As the genre of military memoir becomes ever-increasingly popular, is it any wonder that stories like this emerge?

Effectively, this story is the questioning of one US veteran’s account of the kill stats he claims to have posted whilst deployed in Iraq, and the controversy this has created across the Atlantic in the US.

One reviewer even wrote the following on amazon.com:

“All I can say is please do not buy this book. It is a disgrace to all 3-7 CAV soldiers. As someone that was their in that unit during both times I can say that the vast majority of the this book is lies. Please do not by this book as it does not truly represent the true values that CAV soldiers live which is honor and integrity. Please give you more money to a local veterans group and find one soldier that did die overseas and learn about them because they are the real Heroes, not this guy.”

It’s a bizarre story, but, proving that the internet is an ungovernable wilderness of information that can mostly be generated free from recrimination, this review too can be challenged. Dillard Johnson, who the reviewer claimed is no hero, was awarded four purple hearts and a silver star, according to official US Army records. Those aren’t just given out, so clearly the truth lies somewhere in the middle.

As the BI article linked above clearly states, it seems this enormous number of kills has been an invention, or at least a deliberate distortion, by the book’s publisher, HarperCollins. Mr Johnson makes no claim himself within the book’s pages. In the commercial world of publishing, in which the military memoir has serious competition, such statistics will often set a book apart, and this is most likely the reason for it’s inclusion.

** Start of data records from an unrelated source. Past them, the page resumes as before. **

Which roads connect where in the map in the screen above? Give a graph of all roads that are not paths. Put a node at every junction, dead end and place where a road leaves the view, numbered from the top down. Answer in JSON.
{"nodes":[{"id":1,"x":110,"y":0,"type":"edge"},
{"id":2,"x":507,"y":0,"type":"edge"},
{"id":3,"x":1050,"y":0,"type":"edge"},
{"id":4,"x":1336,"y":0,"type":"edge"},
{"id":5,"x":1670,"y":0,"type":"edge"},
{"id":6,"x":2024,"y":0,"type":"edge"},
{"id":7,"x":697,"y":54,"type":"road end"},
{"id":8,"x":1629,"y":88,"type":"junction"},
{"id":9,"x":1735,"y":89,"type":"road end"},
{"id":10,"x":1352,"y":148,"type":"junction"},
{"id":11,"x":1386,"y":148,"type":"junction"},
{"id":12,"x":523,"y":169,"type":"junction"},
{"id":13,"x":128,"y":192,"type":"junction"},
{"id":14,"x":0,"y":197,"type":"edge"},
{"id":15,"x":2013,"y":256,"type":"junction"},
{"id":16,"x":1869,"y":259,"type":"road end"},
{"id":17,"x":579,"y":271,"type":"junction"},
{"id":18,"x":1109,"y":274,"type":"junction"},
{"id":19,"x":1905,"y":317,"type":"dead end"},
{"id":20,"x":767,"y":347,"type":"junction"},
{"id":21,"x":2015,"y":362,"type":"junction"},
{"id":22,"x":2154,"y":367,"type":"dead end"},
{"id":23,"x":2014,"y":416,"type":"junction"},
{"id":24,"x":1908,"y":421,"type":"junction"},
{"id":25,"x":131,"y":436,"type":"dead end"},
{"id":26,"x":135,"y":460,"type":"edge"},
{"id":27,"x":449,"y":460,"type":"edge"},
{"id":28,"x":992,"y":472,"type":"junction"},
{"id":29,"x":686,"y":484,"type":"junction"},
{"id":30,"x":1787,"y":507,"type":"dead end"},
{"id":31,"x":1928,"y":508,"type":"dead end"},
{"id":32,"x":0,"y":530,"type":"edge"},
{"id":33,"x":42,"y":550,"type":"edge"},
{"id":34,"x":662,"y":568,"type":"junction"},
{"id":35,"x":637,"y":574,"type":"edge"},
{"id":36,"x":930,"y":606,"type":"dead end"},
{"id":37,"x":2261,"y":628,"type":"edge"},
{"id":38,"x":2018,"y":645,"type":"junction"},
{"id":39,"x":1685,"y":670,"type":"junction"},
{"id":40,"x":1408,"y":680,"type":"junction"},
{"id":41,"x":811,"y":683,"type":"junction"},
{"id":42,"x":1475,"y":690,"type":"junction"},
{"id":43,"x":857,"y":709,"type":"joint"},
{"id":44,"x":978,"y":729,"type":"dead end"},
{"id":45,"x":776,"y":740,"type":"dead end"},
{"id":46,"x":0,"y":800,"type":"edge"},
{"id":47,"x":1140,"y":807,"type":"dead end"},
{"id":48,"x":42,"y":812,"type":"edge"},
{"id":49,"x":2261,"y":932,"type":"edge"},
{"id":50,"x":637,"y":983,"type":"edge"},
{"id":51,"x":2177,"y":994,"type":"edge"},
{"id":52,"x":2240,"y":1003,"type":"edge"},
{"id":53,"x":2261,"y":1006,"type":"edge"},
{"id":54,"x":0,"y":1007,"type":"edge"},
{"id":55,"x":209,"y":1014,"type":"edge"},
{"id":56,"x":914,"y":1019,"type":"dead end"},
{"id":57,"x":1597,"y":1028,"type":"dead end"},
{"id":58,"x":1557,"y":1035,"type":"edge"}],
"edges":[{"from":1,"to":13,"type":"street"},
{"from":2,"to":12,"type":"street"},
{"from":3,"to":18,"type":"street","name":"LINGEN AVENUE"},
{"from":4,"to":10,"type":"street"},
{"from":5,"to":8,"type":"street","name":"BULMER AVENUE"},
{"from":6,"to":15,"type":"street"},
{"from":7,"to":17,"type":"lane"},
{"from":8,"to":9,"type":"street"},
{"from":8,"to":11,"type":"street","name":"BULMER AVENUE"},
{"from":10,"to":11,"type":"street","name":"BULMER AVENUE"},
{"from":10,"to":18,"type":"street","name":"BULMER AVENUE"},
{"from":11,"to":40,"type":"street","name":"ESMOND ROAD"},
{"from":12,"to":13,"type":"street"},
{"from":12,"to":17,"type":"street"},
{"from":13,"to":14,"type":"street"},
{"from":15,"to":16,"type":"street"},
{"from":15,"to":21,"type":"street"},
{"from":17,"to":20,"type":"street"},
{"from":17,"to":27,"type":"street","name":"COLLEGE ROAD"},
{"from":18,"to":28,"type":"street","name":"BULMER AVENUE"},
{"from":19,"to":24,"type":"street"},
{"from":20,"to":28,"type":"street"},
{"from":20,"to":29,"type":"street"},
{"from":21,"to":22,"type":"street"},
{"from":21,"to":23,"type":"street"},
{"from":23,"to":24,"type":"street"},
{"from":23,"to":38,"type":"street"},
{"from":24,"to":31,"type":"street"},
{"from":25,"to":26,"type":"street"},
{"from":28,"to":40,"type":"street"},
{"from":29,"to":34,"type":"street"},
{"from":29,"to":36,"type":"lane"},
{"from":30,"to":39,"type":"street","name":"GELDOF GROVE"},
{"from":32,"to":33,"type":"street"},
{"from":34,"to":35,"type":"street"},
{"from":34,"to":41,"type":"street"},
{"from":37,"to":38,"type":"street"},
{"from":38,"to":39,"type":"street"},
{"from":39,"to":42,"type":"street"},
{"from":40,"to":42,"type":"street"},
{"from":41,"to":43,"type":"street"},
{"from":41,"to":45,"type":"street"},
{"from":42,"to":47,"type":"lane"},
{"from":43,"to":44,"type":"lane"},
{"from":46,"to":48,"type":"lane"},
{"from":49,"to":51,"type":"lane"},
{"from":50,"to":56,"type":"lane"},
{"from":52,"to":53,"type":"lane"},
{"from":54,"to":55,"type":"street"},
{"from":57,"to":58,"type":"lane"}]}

In the last 30 years there has been an explosion in the number of first-hand accounts of military operations. In a British context, what began with retrospective accounts of the First and Second World Wars, published long after the conclusion of hostilities, has evolved into an industry where accounts of the contemporary conflicts in Iraq and Afghanistan are produced and distributed within a very short time of their authors’ return to Britain. In such a climate, anything that marks an account out as “special” is to be seized upon and promoted to secure the best possible sales, which is what, after all, drives publishing. This is particularly true in the modern era where paper publishing is in widespread decline anyway.

Without wanting to get too bogged down in the debates of the value of memoir and autobiography, there is one salient lesson to be learned here: You can’t believe everything you read!